My awesome sister over at Touch of Modern got her hands on a Homido VR headset and I’m super excited to share a review with you today! This little headset falls square in between the Google Cardboard and Samsung Gear VR headset, and supports a variety of phone sizes (4″ – 5.5″ recommended, but limited support up to 5.7″ according to the box). I tried it with my Nexus 5, and found the size to work out quite nicely.
As far as phone VR goes, this one is hands-down my favorite so far!
Inside the box, the Homido comes with two additional sets of lens holders, similar to the how the Oculus Rift DK 2 comes with a separate set of lenses for near/farsightedness. There’s also an optional over-head strap that comes with the headset, so you can choose whether or not to add the extra support when you test it out. There’s also a really sturdy carrying case, which is definitely handy if you’re like me and take your VR headsets out and about often.
Officially, the Homido headset supports Android and iOS, but I’m not sure whether or not there’s actually anything that prevents it from being used with other phones – I plan on testing out my Nokia 820 Windows Phone to see how it works with that – and you can test whether or not your phone is “compatible” (meets their recommended requirements) with QR codes on the back of the box. They do mention that there are limited apps for WP, so it looks like at least internationally, it’s starting to get interest on all platforms.The Homido is currently retailing for €69 (~about $79 USD, at the time of this post) but ships from France so there’s an additional €12 shipping fee and import tax for a total of €81 ($93 USD).

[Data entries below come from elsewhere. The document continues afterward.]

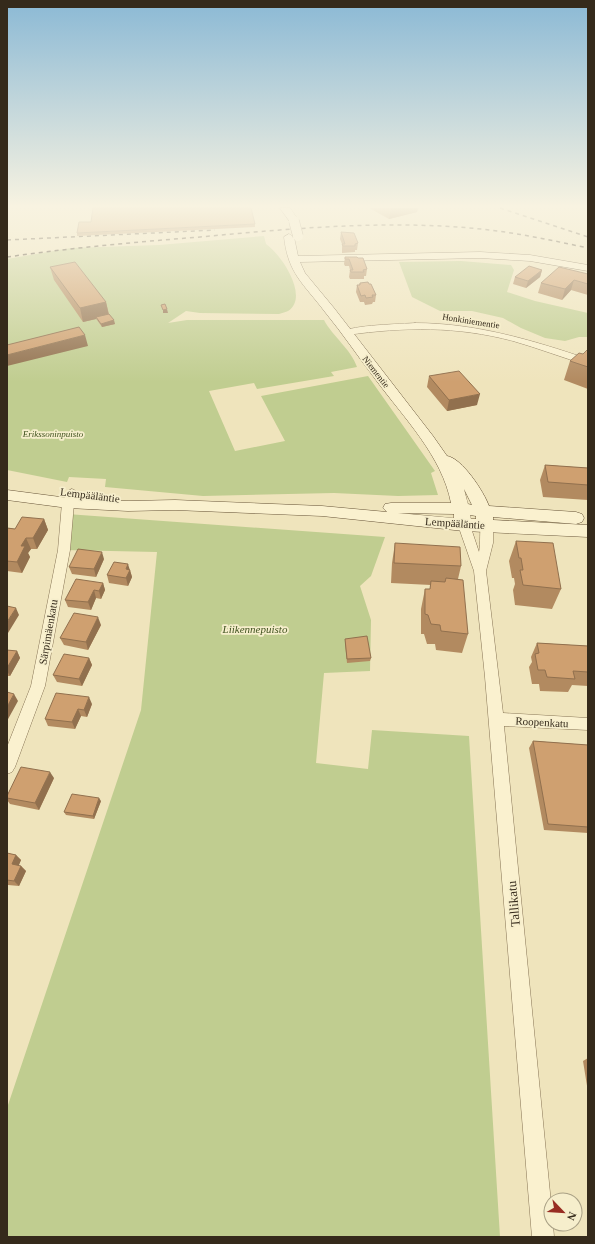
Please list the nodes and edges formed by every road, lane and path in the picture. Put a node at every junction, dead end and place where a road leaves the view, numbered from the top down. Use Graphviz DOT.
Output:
graph roads {
  1 [pos="299,266"];
  2 [pos="577,266"];
  3 [pos="588,268"];
  4 [pos="347,332"];
  5 [pos="588,362"];
  6 [pos="434,447"];
  7 [pos="7,482"];
  8 [pos="7,495"];
  9 [pos="70,498"];
  10 [pos="462,517"];
  11 [pos="485,518"];
  12 [pos="588,520"];
  13 [pos="588,531"];
  14 [pos="480,571"];
  15 [pos="495,719"];
  16 [pos="588,724"];
  17 [pos="7,767"];
  18 [pos="543,1237"];
  1 -- 4 [label="main road, Niementie"];
  2 -- 3 [label="main road"];
  4 -- 5 [label="street, Honkiniementie"];
  4 -- 6 [label="main road, Niementie"];
  6 -- 10 [label="main road, Niementie"];
  6 -- 11 [label="main road, Niementie"];
  7 -- 9 [label="main road, Lempääläntie"];
  8 -- 9 [label="main road, Lempääläntie"];
  9 -- 10 [label="main road, Lempääläntie"];
  9 -- 17 [label="street, Särpimäenkatu"];
  10 -- 11 [label="main road, Lempääläntie"];
  10 -- 14 [label="street, Tallikatu"];
  11 -- 12 [label="main road, Lempääläntie"];
  11 -- 13 [label="main road, Lempääläntie"];
  11 -- 14 [label="street, Tallikatu"];
  14 -- 15 [label="street, Tallikatu"];
  15 -- 16 [label="street, Roopenkatu"];
  15 -- 18 [label="street, Tallikatu"];
}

I was lucky enough to get gifted this headset and had a chance to play with it today – and I am actually really impressed by it. The Homido VR set is lightweight, but the plastic material feels really solid and my phone fit in very securely – the front of the headset has a large clip-like piece to hold the device in place. What really stood out to me about the headset was how easily it was to adjust – there are three different dials (two on the front, one on the top) that adjust to different size phones. I have a notoriously difficult time getting the lenses on the Oculus to adjust, and the Google Cardboard doesn’t have an adjustable lens, so this was a nice change of pace with other HMDs I’ve used.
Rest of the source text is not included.